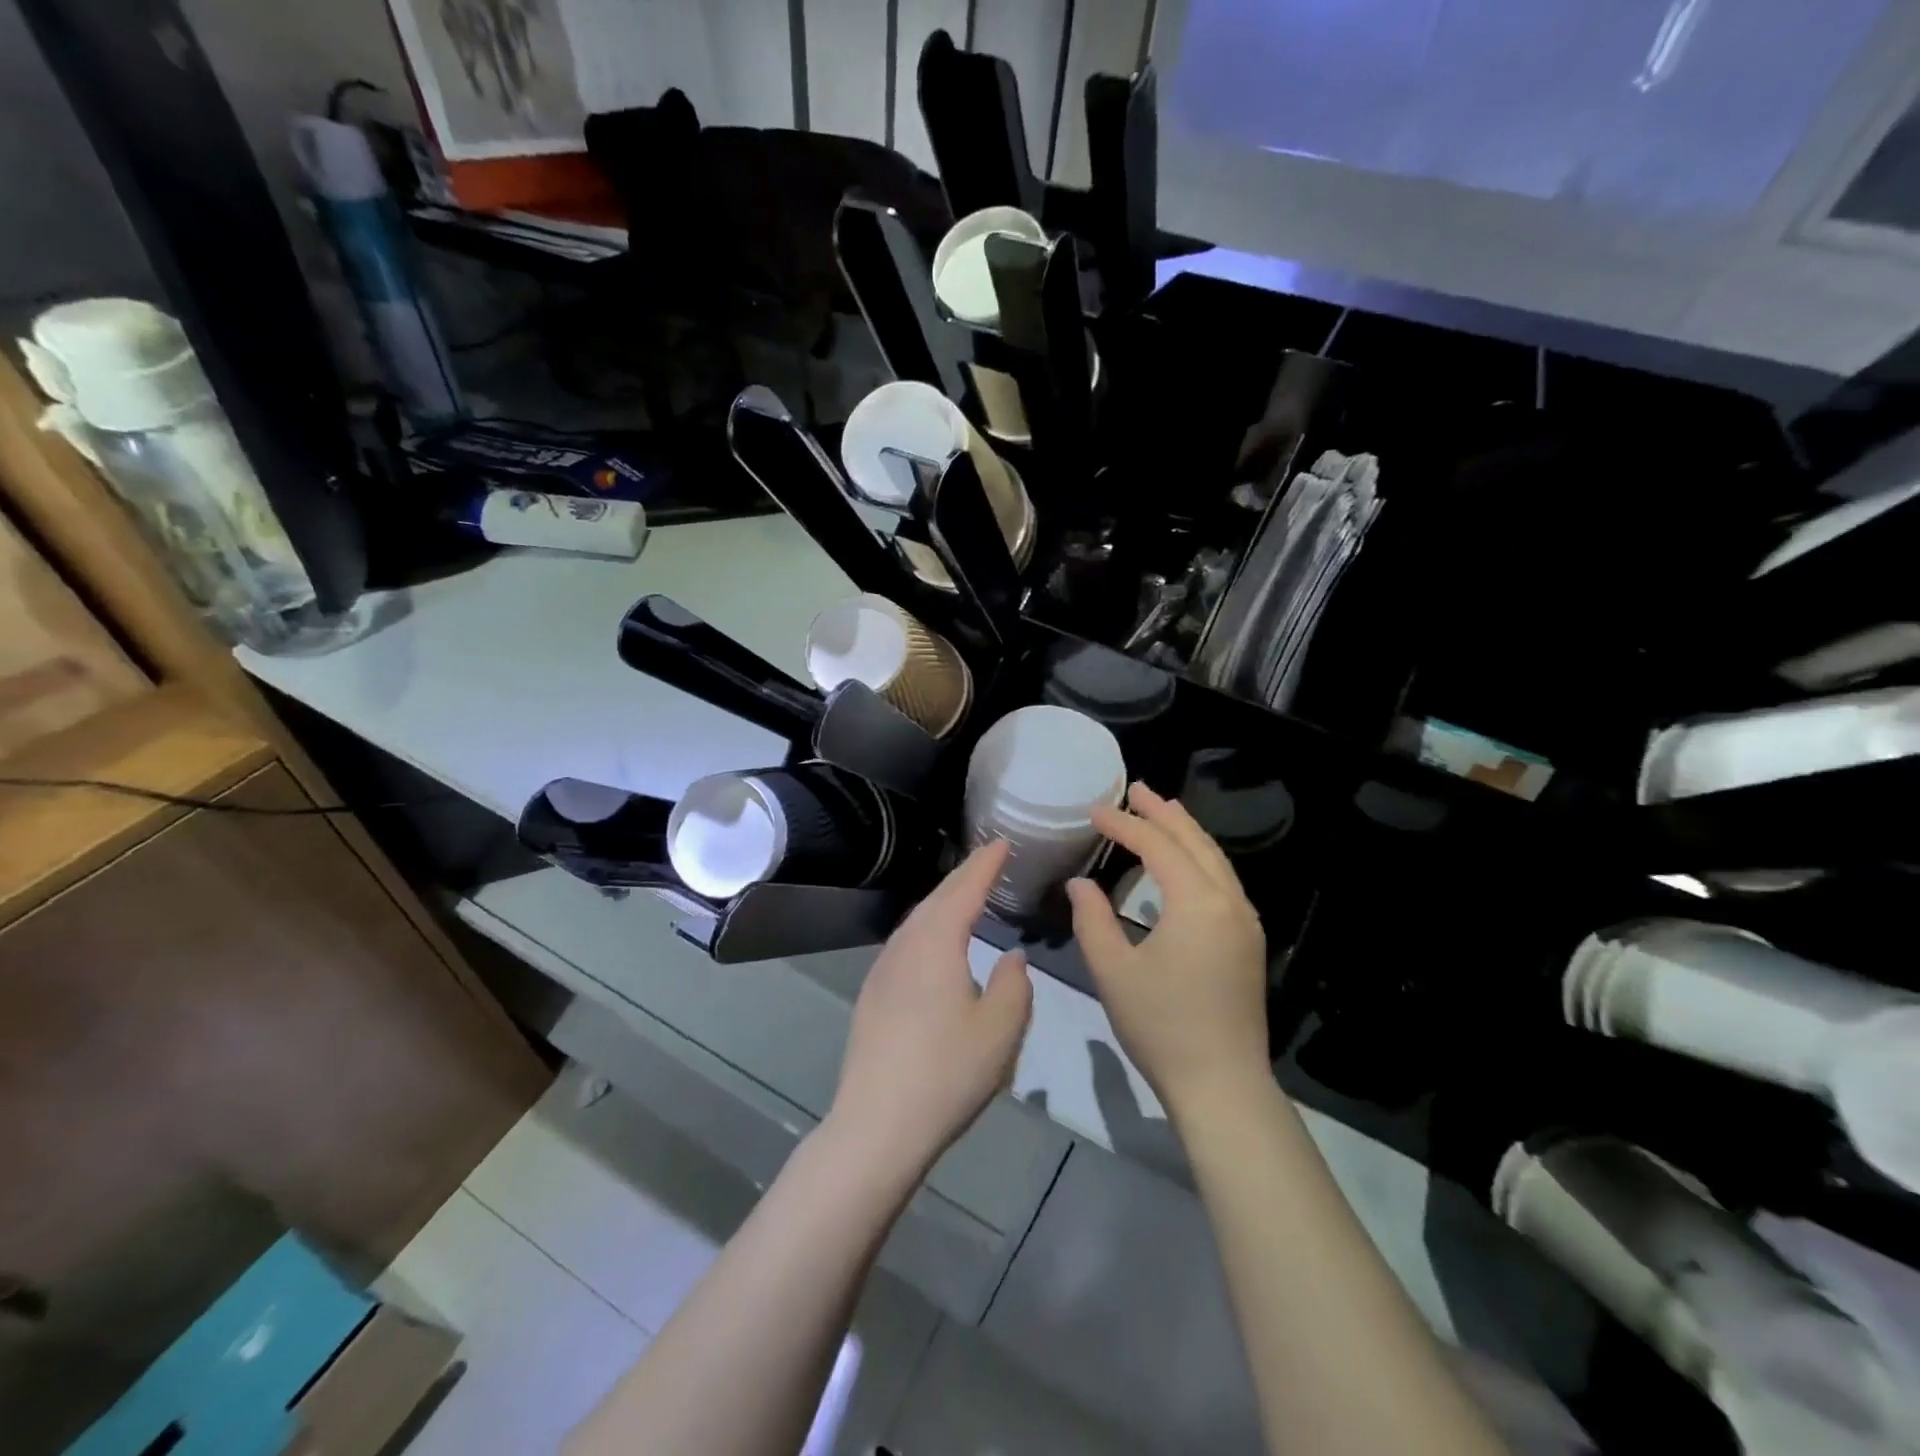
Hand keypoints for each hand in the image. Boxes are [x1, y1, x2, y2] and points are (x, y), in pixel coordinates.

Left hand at [829, 841, 1032, 1179]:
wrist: (876, 1124)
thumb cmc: (947, 1072)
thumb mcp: (1001, 1029)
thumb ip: (1014, 985)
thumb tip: (1011, 957)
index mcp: (936, 943)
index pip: (965, 889)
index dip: (986, 865)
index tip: (1003, 843)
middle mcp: (905, 946)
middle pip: (937, 899)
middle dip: (964, 877)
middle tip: (989, 860)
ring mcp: (883, 970)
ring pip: (918, 920)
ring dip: (944, 902)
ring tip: (967, 894)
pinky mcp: (873, 995)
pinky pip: (907, 943)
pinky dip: (929, 927)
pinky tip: (937, 944)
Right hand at [1067, 783, 1269, 1117]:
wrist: (1222, 1085)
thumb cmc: (1161, 1027)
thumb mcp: (1113, 971)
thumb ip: (1091, 919)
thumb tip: (1080, 882)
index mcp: (1196, 903)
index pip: (1157, 846)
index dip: (1124, 825)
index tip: (1094, 811)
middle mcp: (1228, 901)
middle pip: (1194, 841)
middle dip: (1163, 813)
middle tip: (1136, 789)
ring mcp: (1244, 921)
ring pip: (1215, 859)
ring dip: (1186, 832)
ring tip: (1161, 811)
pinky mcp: (1247, 941)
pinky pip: (1223, 880)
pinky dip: (1199, 858)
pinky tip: (1183, 862)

| WHAT TO WORK ON |
Pictures omitted, give the entries again exactly.

| RESPONSE AREA |
Hand keypoints for each hand in the image. Boxes are [x1, y1, x2, y2] and points are (x, y), in pixel coordinates.

Left hand at [829, 841, 1032, 1179]:
wrist: (876, 1124)
thumb cmc: (947, 1072)
thumb mcp: (1001, 1029)
thumb ip: (1014, 985)
thumb tip: (1011, 957)
index mcp: (936, 943)
index pip: (965, 889)
index dip: (986, 865)
index tip: (1003, 843)
middle mcp: (905, 946)
middle pip: (937, 899)
middle dip: (964, 877)
middle tip: (989, 860)
ring mcp: (883, 970)
ring pip: (918, 920)
ring dip: (944, 902)
ring tip: (967, 894)
pinky mcp: (873, 995)
pinky pip: (907, 943)
pinky dip: (929, 927)
pinky tip: (937, 944)
Right hand at [1067, 783, 1269, 1117]:
wrist: (1222, 1085)
thumb cmc: (1161, 1027)
thumb mcp: (1113, 971)
thumb ip: (1091, 919)
thumb tip: (1080, 882)
index mcp: (1196, 903)
index pip: (1157, 846)
index dip: (1124, 825)
index tip: (1094, 811)
middle mcp: (1228, 901)
middle pip: (1194, 841)
middle dip: (1163, 813)
middle tip: (1136, 789)
ring mcp: (1244, 921)
ring pip: (1215, 859)
ring dip: (1186, 832)
ring tip: (1161, 811)
pinky mcp: (1247, 941)
pinky pip: (1223, 880)
pinky dip: (1199, 858)
pinky tip: (1183, 862)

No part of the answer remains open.